» Requirement:
Below are records; copy every line among them that contains the word "hand".

» Dataset extract:
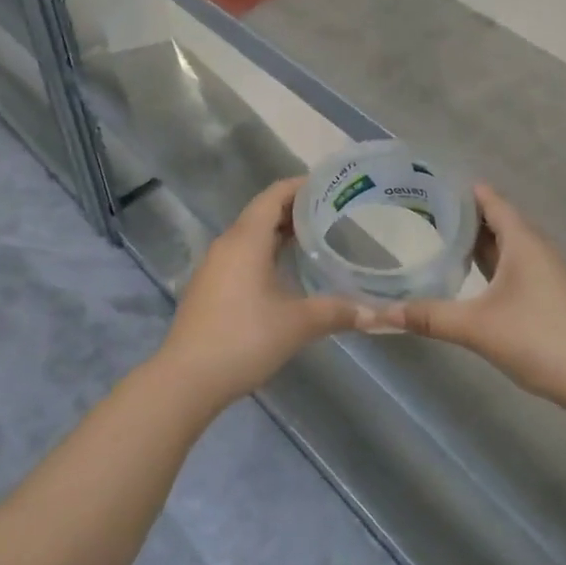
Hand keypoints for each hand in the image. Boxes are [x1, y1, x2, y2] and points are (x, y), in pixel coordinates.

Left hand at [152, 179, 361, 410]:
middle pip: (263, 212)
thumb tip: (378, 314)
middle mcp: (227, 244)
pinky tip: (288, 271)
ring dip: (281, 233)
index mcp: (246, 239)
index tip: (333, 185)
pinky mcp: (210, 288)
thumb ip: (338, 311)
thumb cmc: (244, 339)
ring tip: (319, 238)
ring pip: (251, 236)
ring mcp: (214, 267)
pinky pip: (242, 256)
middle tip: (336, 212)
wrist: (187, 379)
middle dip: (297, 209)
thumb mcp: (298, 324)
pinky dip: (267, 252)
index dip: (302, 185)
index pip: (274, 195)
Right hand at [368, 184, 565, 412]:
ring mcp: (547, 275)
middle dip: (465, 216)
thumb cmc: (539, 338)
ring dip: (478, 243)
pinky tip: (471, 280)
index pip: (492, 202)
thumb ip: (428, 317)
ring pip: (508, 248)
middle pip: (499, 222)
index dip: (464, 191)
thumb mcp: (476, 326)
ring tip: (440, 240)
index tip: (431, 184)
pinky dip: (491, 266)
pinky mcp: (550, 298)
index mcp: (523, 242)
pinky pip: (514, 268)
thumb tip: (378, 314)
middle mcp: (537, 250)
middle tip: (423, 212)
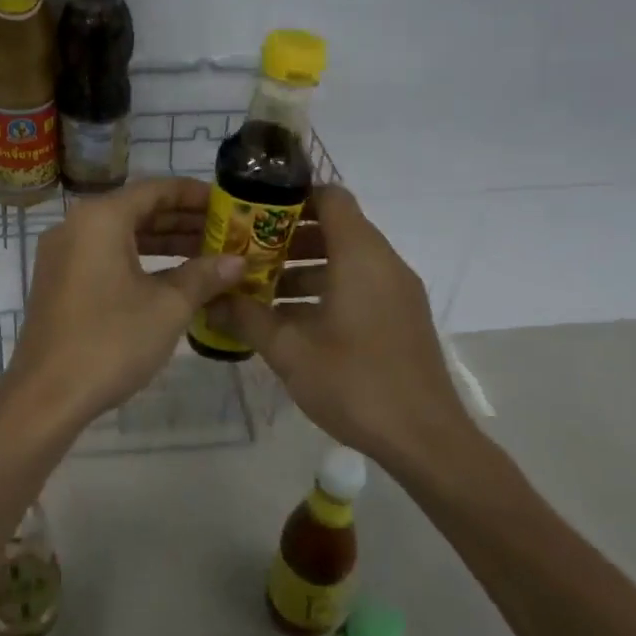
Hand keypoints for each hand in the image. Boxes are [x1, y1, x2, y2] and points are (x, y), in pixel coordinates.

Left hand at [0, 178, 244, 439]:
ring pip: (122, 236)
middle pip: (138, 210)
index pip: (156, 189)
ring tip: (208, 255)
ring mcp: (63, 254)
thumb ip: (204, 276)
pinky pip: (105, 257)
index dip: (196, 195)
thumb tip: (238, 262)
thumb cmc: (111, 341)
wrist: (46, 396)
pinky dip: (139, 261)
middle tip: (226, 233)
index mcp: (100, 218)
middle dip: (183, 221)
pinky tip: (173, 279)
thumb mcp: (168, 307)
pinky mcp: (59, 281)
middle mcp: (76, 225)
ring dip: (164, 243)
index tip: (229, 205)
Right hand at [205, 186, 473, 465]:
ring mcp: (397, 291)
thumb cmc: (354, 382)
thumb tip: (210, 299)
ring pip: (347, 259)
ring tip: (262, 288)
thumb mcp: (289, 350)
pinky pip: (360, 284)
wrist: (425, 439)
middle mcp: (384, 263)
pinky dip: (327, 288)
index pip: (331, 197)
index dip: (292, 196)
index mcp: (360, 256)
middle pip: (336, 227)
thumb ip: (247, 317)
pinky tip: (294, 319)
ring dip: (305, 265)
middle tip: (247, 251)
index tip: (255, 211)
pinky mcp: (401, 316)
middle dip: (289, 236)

» Solution to this task:
Hand keypoints for each hand in the image. Boxes are [x1, y1, x2, y2] and points are (x, y), in pixel coordinates.
Left hand at [152, 179, 361, 410]:
Right hand at [368, 184, 565, 412]:
Hand keypoints for each hand in the image. Boxes are [x1, y1, x2, y2] and points are (x, y), in pixel coordinates.
Left hand at [0, 178, 244, 439]:
Right hand at [205, 186, 473, 465]:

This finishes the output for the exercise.